In my current location people (spoken in the collective sense) seem to be perpetually in ‘kegger’ modus operandi, circa somewhere around junior year of college. A night out looks something like this:
About two rounds in, someone threatens to buy everyone shots and because no one wants to be the old cat lady and go home at 9:30 like they really wanted, everyone agrees. The light weight of the group declares, at 9:47, that she is drunk and is ‘totes gonna vomit later’. She was the designated driver. No one is having a great time until the third or fourth drink. The night is just really getting started at 11:00 pm. Before it’s all over there is always a couple arguing in the corner, someone is crying in the bathroom and someone else has disappeared with no trace from one bar to the next. (Disclaimer: I have been guilty of all the personalities in this description at one point in my life, therefore no judgment has been passed.)

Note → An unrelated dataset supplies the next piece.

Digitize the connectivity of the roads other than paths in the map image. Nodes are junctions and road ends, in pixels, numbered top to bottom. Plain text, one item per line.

I love the occasional wild night out – it reminds me that I am not old, nor a cat lady and I’m still capable of some semblance of
booze drenched dance. However, this is not how I would prefer to socialize on a regular basis as a functioning adult. It’s exhausting when you’re older and have life things to do the next day.

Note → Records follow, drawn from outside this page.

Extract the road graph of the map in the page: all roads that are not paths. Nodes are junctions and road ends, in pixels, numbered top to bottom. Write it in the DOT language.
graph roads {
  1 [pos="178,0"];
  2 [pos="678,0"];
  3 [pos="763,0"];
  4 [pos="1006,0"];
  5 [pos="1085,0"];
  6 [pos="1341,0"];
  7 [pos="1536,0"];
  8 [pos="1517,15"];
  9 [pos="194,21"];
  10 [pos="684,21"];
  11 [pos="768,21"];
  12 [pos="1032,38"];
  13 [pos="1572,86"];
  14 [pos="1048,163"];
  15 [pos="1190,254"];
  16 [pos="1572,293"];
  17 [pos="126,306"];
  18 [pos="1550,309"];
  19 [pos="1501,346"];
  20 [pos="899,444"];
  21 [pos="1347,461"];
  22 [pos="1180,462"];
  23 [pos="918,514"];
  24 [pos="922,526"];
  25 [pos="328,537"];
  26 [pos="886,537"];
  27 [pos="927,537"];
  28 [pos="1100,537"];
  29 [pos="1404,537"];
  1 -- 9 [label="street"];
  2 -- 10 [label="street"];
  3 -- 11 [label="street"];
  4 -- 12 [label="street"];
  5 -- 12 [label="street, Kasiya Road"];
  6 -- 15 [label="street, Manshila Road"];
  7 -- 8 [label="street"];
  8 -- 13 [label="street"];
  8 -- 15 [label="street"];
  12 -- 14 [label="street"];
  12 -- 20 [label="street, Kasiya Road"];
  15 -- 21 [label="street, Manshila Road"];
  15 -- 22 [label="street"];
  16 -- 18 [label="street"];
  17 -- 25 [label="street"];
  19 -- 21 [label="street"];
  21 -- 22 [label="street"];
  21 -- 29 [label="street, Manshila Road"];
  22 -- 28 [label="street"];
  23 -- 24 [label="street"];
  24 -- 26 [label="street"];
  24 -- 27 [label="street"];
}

In all honesty, when was the last time you were really able to function with only ONE eye would open? Did you get anything done when you were nauseous and hungry at the same time? How did your shower feel while your brain was imitating a walnut in a vice grip? Did you enjoy trying to nap while your friends were blowing up your phone & social media because of last night’s drama? Did you ignore your cat while she was non-stop licking your boozy/sweaty face? (Maybe that last one is just me, but everything else = totally relatable and you know it!) I mean – who can do life like that?

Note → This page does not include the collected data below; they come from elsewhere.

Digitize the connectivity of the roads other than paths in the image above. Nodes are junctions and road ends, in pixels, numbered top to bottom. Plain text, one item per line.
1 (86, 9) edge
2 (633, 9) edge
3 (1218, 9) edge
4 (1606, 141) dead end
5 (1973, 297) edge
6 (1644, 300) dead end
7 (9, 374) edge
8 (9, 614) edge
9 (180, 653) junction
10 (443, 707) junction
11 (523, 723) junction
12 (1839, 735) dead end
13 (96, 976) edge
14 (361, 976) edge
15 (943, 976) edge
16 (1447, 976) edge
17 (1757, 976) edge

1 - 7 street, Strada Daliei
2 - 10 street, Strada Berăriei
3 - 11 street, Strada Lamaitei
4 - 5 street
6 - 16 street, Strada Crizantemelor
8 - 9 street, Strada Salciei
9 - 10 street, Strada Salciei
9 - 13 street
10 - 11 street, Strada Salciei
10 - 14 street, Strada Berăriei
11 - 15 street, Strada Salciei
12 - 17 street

I cannot. Not at thirty-four. I’m pretty sure no one enjoys the day after a night out, but now that I am older and wiser the pleasure just isn’t worth the pain.
Therefore, like my precious MeowKitty, I have become Selectively Social. A few examples:
Would I like to join you for the unveiling of a new beer at the pub at 7:00? SURE!
Would I like to sign up for your six-hour pub crawl? Noooooo.
A new band downtown is playing at the grungy dive? SURE!
Wait, they go on at 11:30 and you’re going for cocktails at 7:00? Nooooo.
You’re going out with a group of friends from college on Saturday and want me to join? SURE!
You’re going to hit all the college bars that you used to frequent 15 years ago? Nooooo.
I’m thankful for social invitations, because I could be sitting around with nothing going on, having staring contests with my cat (she wins EVERY. TIME.). However, I’ve learned that just because someone invites me somewhere, doesn’t mean I have to go, especially if I know that experience is going to go from ‘Oh, so nice to see you again!’ to ‘Wooooooo!! Shooooots!!!’ real fast.
*The RCL would like to point out that while this post and these specific examples DID revolve strictly around folks that drink too much and can’t get out of their 20’s mindset, she finds the adverse just as tedious and has placed some examples below:
Would I like to come to your child’s birthday party? OF COURSE!
Would I like to come to your child’s weekend long extravaganza celebrating her 5th grade graduation? Nooooo.
Would I like to come to a wine tasting dinner with you at your friend’s house? OF COURSE!
Would I like to stay after for a
two-hour short presentation on *insert annoying pyramid scheme product here*? Noooo.
Would I like to come to dinner with you and a few of the girls Friday at 5:45? OF COURSE!
Wait, we’re just going to stare at our phones and secretly judge each other’s life choices? Noooo.
In short (I know, wayyyy too late) Selectively Social is simply living a little more like MeowKitty. Not to say I have learned to be snobby or rude, but I do have a clear understanding of how I would like to spend my time.
I am in search of quality interactions with good people who know their boundaries and live rambunctiously when appropriate, but overall, take care of business. I want to laugh until my stomach hurts, not because I’m on my fourth drink, but because I’m having an authentic conversation and a visceral connection with another human being…
Then I want to go home at 9:30 and hang out with my cat.